Donald Trump’s administration this week will decide whether to allow 6,900 Syrians to continue being protected from deportation – or force them to return to a country ravaged by starvation, airstrikes, barrel bombs and chemical weapon attacks.
These Syrians have temporary protected status (TPS), which allows people to stay and work in the US because of dangerous conditions in their home country. The US government warned this month that no place in Syria is safe from violence, but humanitarian groups are concerned the administration’s anti-immigrant policies – specifically towards people from Muslim-majority countries – suggest it will not renew TPS.
Three days before the 30 January deadline to decide, the lives of people like Michael Shakur, a 25-year-old who fled Aleppo in October 2014, hang in the balance.
Shakur traveled to the US legally in January 2015 and eventually qualified for TPS. He is alone in Brooklyn, where he has difficulty finding work because potential employers know his TPS could expire. He has applied for asylum, but the processing system is backlogged.
Despite the challenges, Shakur said he is grateful “every second” for TPS. “This is a chance at life, a chance to escape the pointless misery that was in Syria,” Shakur told the Guardian.
He said life was impossible in Syria when he left.

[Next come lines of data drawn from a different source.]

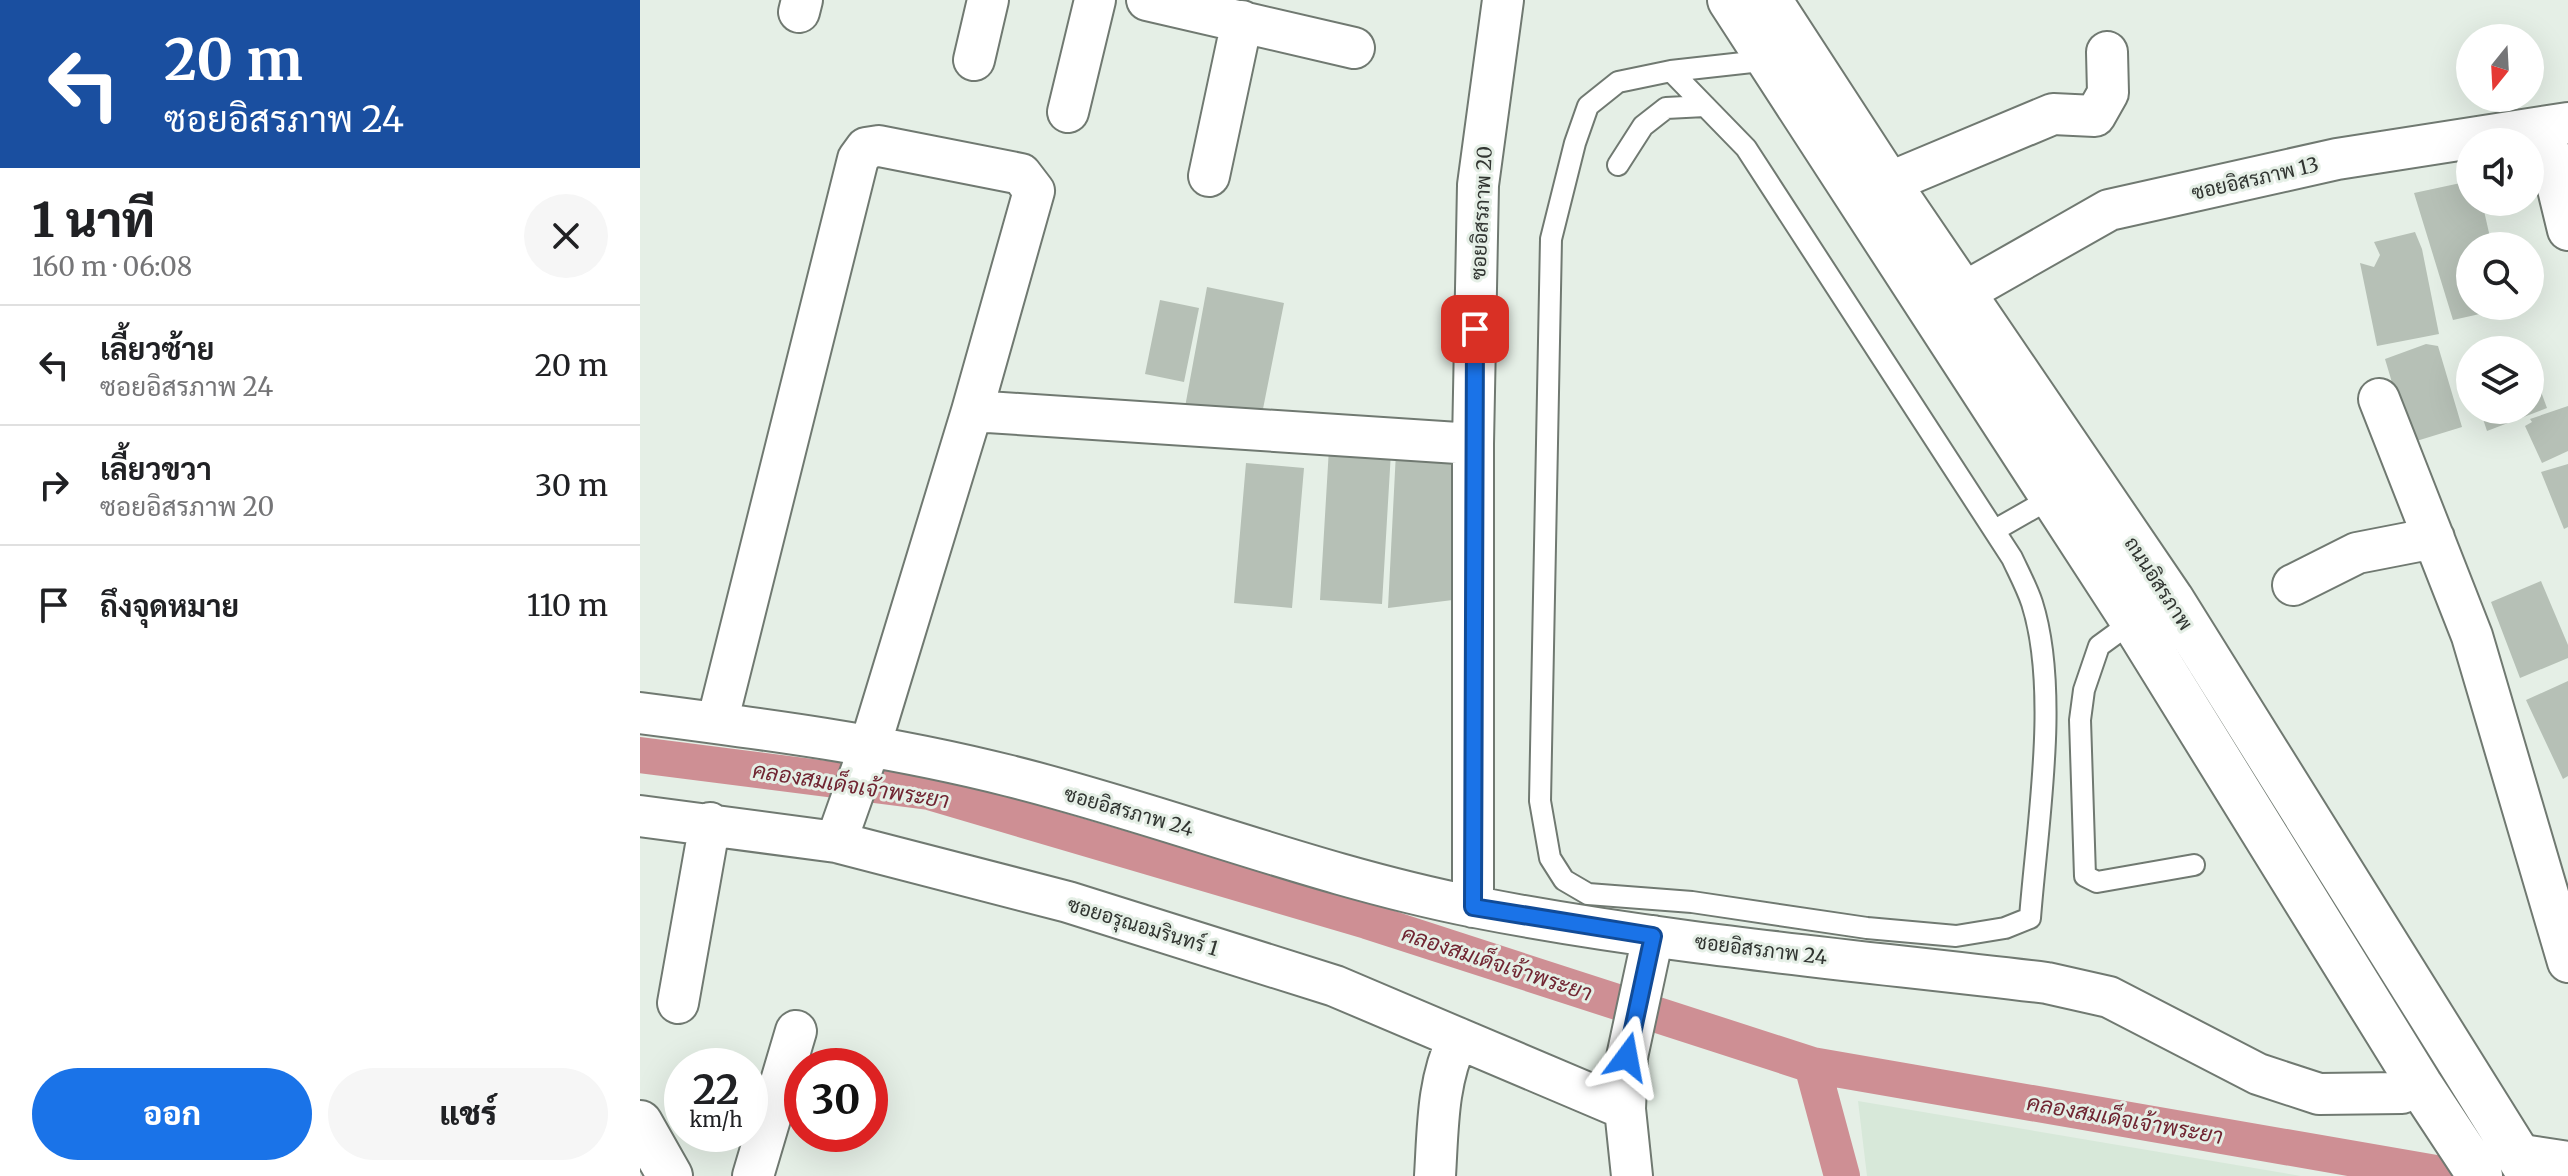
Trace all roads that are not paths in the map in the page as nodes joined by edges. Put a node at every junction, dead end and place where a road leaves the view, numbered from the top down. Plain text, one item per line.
1 (988, 0) edge
2 (1095, 0) edge
3 (1147, 0) edge
4 (1503, 0) edge
5 (1730, 0) edge
6 (1769, 0) edge
7 (1242, 21) junction
8 (1354, 48) dead end
9 (2107, 52) dead end
10 (974, 60) dead end
11 (1770, 60) junction
12 (1671, 71) junction
13 (1705, 106) junction
14 (1068, 112) dead end
15 (2555, 125) edge
16 (1618, 165) dead end
17 (1209, 176) dead end
18 (1888, 183) junction
19 (2568, 230) edge
20 (1963, 293) junction
21 (2379, 399) dead end
22 (972, 411) junction
23 (1473, 444) junction
24 (2053, 497) junction
25 (1995, 530) junction
26 (2434, 538) junction
27 (2293, 585) dead end
28 (2171, 599) junction
29 (2133, 621) junction
30 (640, 713) edge
31 (717, 723) junction
32 (866, 757) junction
33 (640, 816) edge
34 (710, 823) junction
35 (841, 830) junction
36 (2194, 865) dead end
37 (1473, 907) junction
38 (1653, 936) junction
39 (2568, 962) edge
40 (678, 1003) dead end
41 (796, 1031) dead end
42 (1458, 1038) junction
43 (2420, 1085) junction
44 (1625, 1109) junction
45 (640, 1123) edge
46 (2568, 1162) edge
47 (2509, 1169) edge
48 (670, 1176) edge
49 (753, 1176) edge
50 (1435, 1176) edge
51 (1632, 1176) edge

1 - 10 street
2 - 14 street
3 - 7 street
4 - 23 street, ซอยอิสรภาพ 20
5 - 11 main road
6 - 18 main road, ถนนอิสรภาพ
7 - 8 street
7 - 17 street
9 - 18 street
11 - 12 lane
11 - 24 main road
12 - 13 lane
12 - 25 lane
13 - 16 lane
13 - 25 lane
15 - 19 street
15 - 20 street, ซอยอิสรภาพ 13
18 - 20 main road, ถนนอิสรภาพ
20 - 28 main road, ถนนอิสรภาพ
21 - 26 street
22 - 23 street
22 - 31 street
22 - 32 street
23 - 37 street, ซอยอิสรภาพ 20
24 - 25 lane
24 - 29 main road
26 - 27 street
26 - 39 street
28 - 29 lane
28 - 47 main road, ถนนอิสรภาพ
29 - 36 lane
29 - 43 main road
30 - 31 street, ซอยอิสรภาพ 24
31 - 32 street, ซอยอิสรภาพ 24
32 - 35 street
32 - 37 street, ซอยอิสรภาพ 24
33 - 34 street, ซอยอรุณอมรินทร์ 1
34 - 35 street, ซอยอรุณอมรินทร์ 1
34 - 40 street
35 - 42 street, ซอยอรุณอมรินทร์ 1
37 - 38 street, ซอยอิสรภาพ 24
38 - 43 street, ซอยอิสรภาพ 24
38 - 44 street
41 - 49 street
42 - 44 street, ซอยอรุณอมรินทร์ 1
42 - 50 street
43 - 47 main road
44 - 51 street
45 - 48 main road
46 - 47 street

“It was almost like being in a terrible car accident, but all the time,” Shakur said. “You get out of your house house not knowing if you’re coming back – bombs, mortar shells, no electricity, no running water – just a brutal situation to live in.”

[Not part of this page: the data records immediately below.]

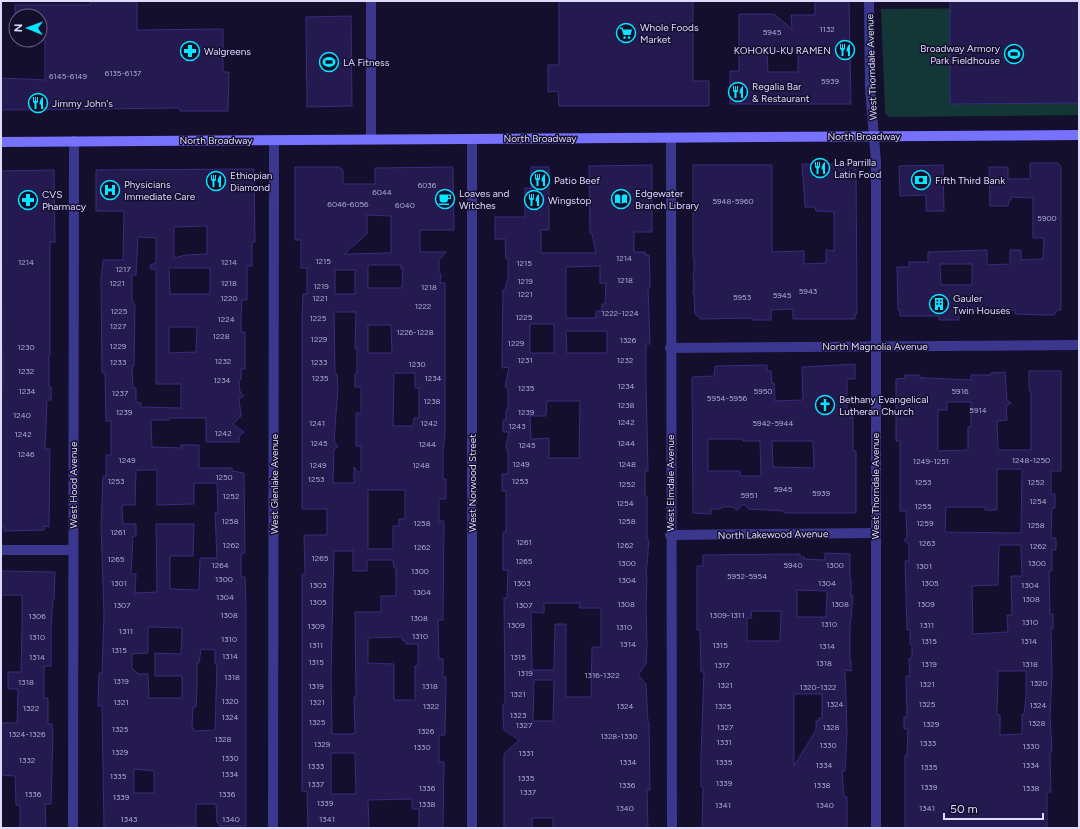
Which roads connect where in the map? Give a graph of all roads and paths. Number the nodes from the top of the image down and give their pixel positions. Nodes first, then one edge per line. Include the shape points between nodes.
1 (372, 1) edge
2 (869, 1) edge
3 (1079, 135) edge
4 (874, 136) junction
5 (670, 138) junction
6 (371, 139) junction
7 (472, 139) junction
8 (274, 140) junction
9 (74, 141) junction
10 (1, 142) edge
11 (1079, 345) edge
12 (875, 346) junction
13 (670, 348) junction
14 (875, 533) junction
15 (670, 535) junction
16 (1, 550) edge
17 (73, 550) junction
18 (72, 828) edge
19 (273, 828) edge
20 (472, 828) edge
21 (672, 828) edge
22 (876, 828) edge

1 - 6 street
2 - 4 street, West Thorndale Avenue via 870,88
3 - 4 main road, North Broadway
4 - 5 main road, North Broadway
4 - 12 street, West Thorndale Avenue
5 - 7 main road, North Broadway
5 - 13 street, West Elmdale Avenue
6 - 7 main road, North Broadway
6 - 8 main road, North Broadway
7 - 20 street, West Norwood Street
8 - 9 main road, North Broadway
8 - 19 street, West Glenlake Avenue
9 - 10 main road, North Broadway
9 - 17 street, West Hood Avenue
11 - 12 street, North Magnolia Avenue
12 - 13 street, North Magnolia Avenue
12 - 14 street, West Thorndale Avenue
13 - 15 street, West Elmdale Avenue
14 - 15 street, North Lakewood Avenue
14 - 22 street, West Thorndale Avenue
15 - 21 street, West Elmdale Avenue
16 - 17 street
17 - 18 street, West Hood Avenue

Last week, the secretary of state Rex Tillerson warned that Bashar al-Assad’s regime continues to attack Syrians. “The catastrophic state of affairs is directly related to the continued lack of security and legitimate governance in Syria itself,” Tillerson said.
Humanitarian and Syrian advocacy groups have met with the administration to discuss the need for TPS, but are not confident the homeland security department will renew the program.
The Trump administration has already cancelled TPS for four other countries in the past four months.